The Reding Springs meetings are not for the city-bred negro, with his lofty airs and college training, but for the country negro. There he feels at home, where he goes once every twelve months to repent of his sins, give in his experience and shout until weary. The religious enthusiast can sing, preach, pray or participate in any other seemly way in the services without restrictions. The parson reads his text, closes the Bible, and preaches from memory. He gives out the hymns line at a time, and leads in the singing, young and old, saint and sinner joining to make the welkin ring, no one feeling constrained to curb his voice, the more force applied the better, volume, not quality, being demanded.

Dear reader, if you have followed me so far, don’t turn back now, for it is my purpose to tell you about Arabella Simpkins, the prophetess of the Reding Springs section. She was the sage of the community. The negroes feared her, and their fear was of the sort that made them want to get closer to her.
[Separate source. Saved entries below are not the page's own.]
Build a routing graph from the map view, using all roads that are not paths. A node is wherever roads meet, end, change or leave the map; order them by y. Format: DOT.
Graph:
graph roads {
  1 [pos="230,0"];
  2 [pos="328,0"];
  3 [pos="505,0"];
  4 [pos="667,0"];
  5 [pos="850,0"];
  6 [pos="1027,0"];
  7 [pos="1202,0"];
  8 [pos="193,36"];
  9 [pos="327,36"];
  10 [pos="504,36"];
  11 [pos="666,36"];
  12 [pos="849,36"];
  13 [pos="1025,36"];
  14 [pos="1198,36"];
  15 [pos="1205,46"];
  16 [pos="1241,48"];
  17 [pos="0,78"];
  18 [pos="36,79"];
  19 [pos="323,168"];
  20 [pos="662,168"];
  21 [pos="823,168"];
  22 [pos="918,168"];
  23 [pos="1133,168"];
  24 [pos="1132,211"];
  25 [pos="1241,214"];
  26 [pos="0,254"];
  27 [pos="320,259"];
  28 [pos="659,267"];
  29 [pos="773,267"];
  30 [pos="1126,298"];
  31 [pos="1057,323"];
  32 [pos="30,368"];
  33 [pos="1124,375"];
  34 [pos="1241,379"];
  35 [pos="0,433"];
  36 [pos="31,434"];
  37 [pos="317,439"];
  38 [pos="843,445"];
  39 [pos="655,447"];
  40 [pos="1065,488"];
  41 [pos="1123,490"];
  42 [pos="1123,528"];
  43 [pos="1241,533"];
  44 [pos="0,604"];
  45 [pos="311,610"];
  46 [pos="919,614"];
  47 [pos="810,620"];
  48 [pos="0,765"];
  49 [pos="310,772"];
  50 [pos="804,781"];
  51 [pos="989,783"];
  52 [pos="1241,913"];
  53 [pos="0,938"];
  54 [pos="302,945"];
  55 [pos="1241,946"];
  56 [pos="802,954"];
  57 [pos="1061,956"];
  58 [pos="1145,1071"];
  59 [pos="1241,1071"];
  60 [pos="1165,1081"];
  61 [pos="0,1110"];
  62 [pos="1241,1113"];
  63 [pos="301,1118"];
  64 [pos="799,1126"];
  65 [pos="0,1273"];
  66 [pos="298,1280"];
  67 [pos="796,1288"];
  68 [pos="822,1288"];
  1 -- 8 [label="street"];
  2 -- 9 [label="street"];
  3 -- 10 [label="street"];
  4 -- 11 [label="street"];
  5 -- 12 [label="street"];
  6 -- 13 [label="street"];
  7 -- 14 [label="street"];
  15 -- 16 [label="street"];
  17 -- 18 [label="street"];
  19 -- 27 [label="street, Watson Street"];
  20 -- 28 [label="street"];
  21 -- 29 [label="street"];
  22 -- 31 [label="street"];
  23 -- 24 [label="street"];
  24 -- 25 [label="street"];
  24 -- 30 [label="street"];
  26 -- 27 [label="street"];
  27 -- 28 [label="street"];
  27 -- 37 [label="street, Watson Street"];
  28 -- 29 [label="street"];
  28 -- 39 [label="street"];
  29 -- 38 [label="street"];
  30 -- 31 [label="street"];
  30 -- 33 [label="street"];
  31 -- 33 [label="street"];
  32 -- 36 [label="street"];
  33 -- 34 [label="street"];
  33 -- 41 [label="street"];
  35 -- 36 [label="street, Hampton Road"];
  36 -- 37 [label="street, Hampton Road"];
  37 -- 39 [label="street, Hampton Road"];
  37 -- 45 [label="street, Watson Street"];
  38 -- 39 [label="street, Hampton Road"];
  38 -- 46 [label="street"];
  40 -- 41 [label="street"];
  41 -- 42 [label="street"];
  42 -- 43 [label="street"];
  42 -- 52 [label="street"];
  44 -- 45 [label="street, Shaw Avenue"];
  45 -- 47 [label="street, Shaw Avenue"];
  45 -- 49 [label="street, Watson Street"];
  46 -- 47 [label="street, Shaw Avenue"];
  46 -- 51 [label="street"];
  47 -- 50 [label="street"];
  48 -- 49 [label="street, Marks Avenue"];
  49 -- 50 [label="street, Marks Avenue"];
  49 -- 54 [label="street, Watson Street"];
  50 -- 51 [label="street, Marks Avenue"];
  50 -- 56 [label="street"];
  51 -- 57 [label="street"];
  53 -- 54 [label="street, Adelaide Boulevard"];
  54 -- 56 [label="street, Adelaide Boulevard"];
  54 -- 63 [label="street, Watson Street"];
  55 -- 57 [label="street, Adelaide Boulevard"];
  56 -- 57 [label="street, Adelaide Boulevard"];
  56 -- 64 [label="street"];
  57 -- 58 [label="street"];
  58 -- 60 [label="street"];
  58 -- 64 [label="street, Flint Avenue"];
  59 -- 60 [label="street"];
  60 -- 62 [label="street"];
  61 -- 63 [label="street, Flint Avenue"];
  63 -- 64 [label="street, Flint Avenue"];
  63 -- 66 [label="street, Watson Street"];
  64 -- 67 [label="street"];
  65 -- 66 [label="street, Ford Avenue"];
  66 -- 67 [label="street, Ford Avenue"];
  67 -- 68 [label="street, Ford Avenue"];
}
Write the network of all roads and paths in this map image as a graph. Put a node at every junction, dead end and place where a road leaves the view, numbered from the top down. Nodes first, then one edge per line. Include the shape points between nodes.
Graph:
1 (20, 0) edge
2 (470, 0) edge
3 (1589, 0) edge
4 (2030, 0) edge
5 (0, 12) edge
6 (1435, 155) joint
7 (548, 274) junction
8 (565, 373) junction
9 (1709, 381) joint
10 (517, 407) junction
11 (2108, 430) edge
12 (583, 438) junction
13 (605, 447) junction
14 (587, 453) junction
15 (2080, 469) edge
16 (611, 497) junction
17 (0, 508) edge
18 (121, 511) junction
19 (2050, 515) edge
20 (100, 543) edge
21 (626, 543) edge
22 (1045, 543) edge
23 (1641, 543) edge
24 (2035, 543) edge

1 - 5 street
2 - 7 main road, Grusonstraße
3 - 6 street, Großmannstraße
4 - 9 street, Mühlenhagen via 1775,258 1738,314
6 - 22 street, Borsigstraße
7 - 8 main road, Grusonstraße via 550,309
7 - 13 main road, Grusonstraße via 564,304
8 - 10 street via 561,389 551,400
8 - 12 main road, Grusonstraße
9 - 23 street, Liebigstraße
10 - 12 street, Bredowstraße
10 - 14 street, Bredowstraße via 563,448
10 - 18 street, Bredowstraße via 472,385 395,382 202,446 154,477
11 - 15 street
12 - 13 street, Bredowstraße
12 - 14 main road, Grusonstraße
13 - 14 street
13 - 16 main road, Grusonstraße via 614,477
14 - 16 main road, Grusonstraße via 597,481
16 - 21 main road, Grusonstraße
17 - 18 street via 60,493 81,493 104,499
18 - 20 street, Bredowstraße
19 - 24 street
Reding Springs negroes had cause to fear Arabella. The troubles that she predicted came true. She had foretold the storm that swept the harbor away in 1882; the earthquake that shook the tents in 1886, and the bolt of lightning that set fire to the church in 1898. She had seen these in visions and told of them as she shouted up and down the aisles of the camp grounds. The people had learned from experience that the predictions of Arabella came to pass; she had won the respect of the leaders, who looked upon her arrival as an omen for good or bad. She had never attended a meeting except to deliver herself of an abiding prophecy. Therefore, if Arabella appeared on the scene everybody gave way to her and listened with abated breath for her prediction, which she gave when the meeting was at its best, when excitement ran highest. Before the big negress could perform effectively, the preaching and singing had to be of such a character that the hearers cried and wrung their hands. Then, with the aisles and halls filled with shouting men and women and crying children, Arabella sallied forth from her seat, humming softly, walling her eyes and warming up as she went.

It was a hot day in 19— that I went with a party of young people to the Reding Springs camp meeting. We were invited by some of the older darkies of Providence. It was said that Arabella was about due, as she had not been out in several years, and, hence, a good time to go.

We arrived early Sunday morning, looked over the grounds and watched the crowds gather from the surrounding country. I enjoyed the preliminaries. I had never seen so many and such a variety of vehicles. The majority of the darkies came in wagons, sitting flat on the bottom, using wheat or oat straw as a cushion, while others rode in antiquated carriages, buggies and two-wheeled carts, some of which were drawn by oxen. The outskirts of the grounds were covered with canvas tents, where those from a distance lived.